Source material section start

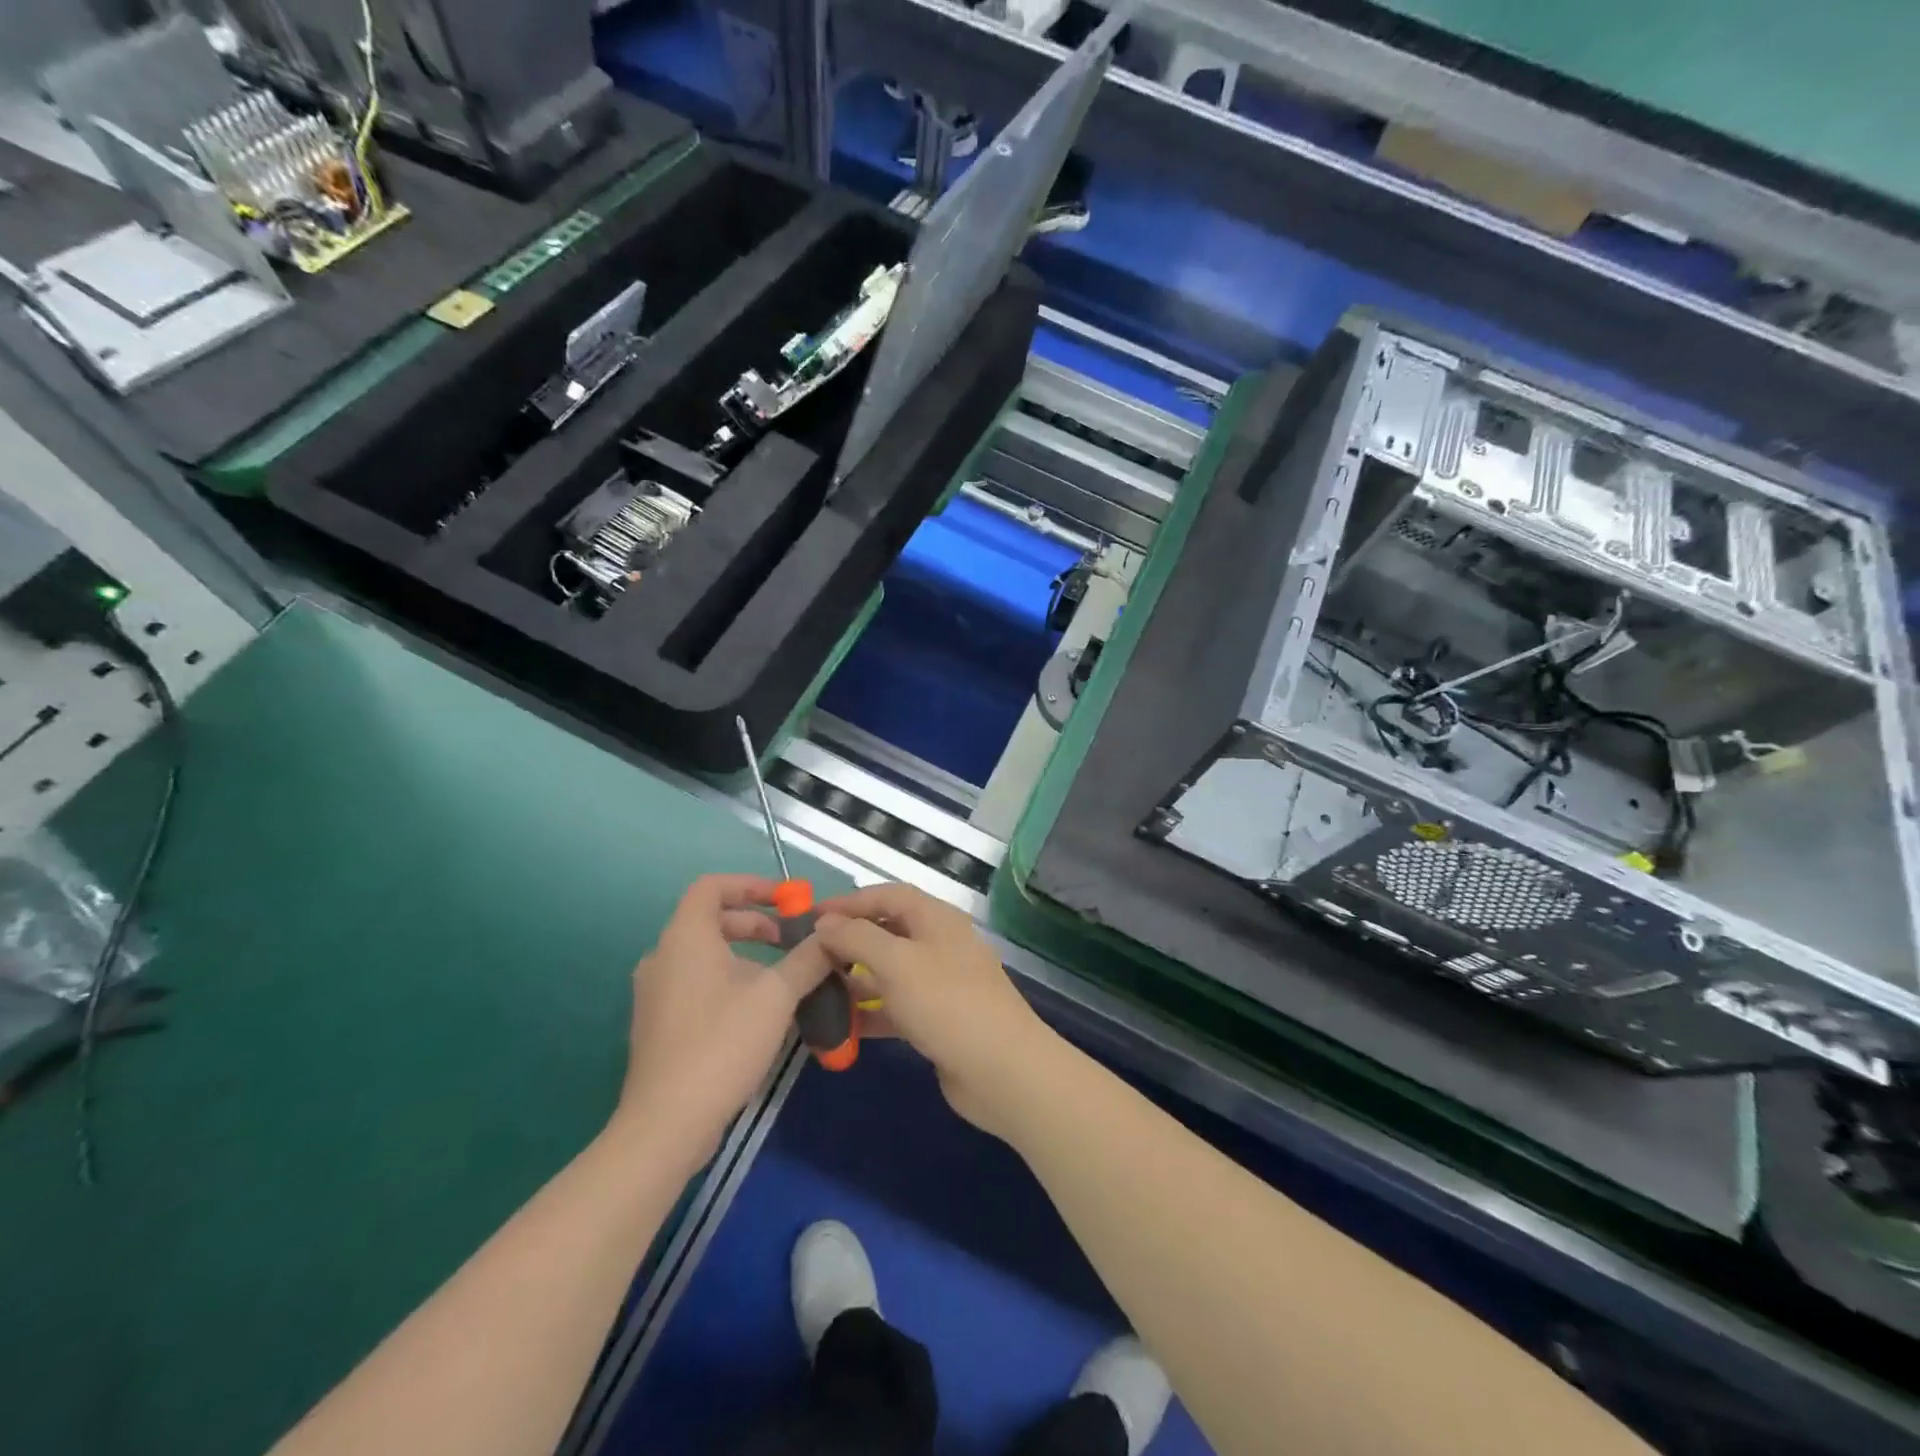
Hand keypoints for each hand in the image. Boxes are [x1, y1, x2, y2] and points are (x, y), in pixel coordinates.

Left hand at [615, 874, 831, 1167]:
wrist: (667, 1122)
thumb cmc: (722, 1043)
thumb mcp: (777, 996)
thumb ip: (808, 958)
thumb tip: (834, 936)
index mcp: (685, 937)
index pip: (712, 886)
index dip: (751, 885)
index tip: (786, 900)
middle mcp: (663, 956)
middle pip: (710, 919)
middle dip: (755, 923)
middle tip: (790, 940)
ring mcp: (655, 992)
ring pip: (704, 954)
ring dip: (744, 954)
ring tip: (781, 977)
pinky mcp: (657, 1024)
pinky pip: (695, 982)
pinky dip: (727, 980)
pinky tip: (756, 1011)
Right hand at [810, 884, 1055, 1136]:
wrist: (1001, 1069)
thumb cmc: (946, 1002)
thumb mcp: (896, 962)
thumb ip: (857, 938)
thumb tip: (826, 922)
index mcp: (936, 918)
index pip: (887, 896)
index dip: (849, 902)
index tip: (810, 916)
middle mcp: (939, 943)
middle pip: (888, 931)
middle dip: (849, 941)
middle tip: (810, 956)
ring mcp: (941, 983)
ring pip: (890, 971)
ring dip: (855, 979)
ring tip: (817, 991)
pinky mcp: (938, 1019)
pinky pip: (896, 1006)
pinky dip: (870, 1012)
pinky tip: (841, 1028)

Source material section end

> _To do_:
The pictures stay out of the copy. Set down the entries above precisely.

> _Answer below_:
Hand keypoints for each hand in the image. Boxes are [x1, y1, x2, y2] and points are (x, y), in pixel coordinates.

Left hand at [615, 874, 831, 1167]:
wrist: (667, 1122)
thumb cmc: (722, 1043)
thumb mcp: (777, 996)
thumb ip: (808, 958)
thumb tip: (834, 936)
index mcp: (685, 937)
index pip: (712, 886)
index dip: (751, 885)
index tip: (786, 900)
middle mcp: (663, 956)
middle pip: (710, 919)
middle dip: (755, 923)
middle tip: (790, 940)
ring mcp: (655, 992)
ring pip: (704, 954)
ring dip: (744, 954)
ring tip: (781, 977)
pinky mcp: (657, 1024)
pinky pip: (695, 982)
pinky dip: (727, 980)
pinky tip: (756, 1011)
Right hand at [810, 884, 1055, 1136]:
wrist: (1001, 1069)
thumb cmc: (946, 1002)
thumb mcp: (896, 962)
thumb ip: (857, 938)
thumb tip: (826, 922)
index mcp: (936, 918)
index pip: (887, 896)
index dip: (849, 902)
index tip: (810, 916)
middle mcp: (939, 943)
middle pip: (888, 931)
middle dip: (849, 941)
middle tip: (810, 956)
ring mcp: (941, 983)
ring pip: (890, 971)
ring dip: (855, 979)
ring tip: (817, 991)
pinky mcp: (938, 1019)
pinky pip: (896, 1006)
pinky dip: (870, 1012)
pinky tip: (841, 1028)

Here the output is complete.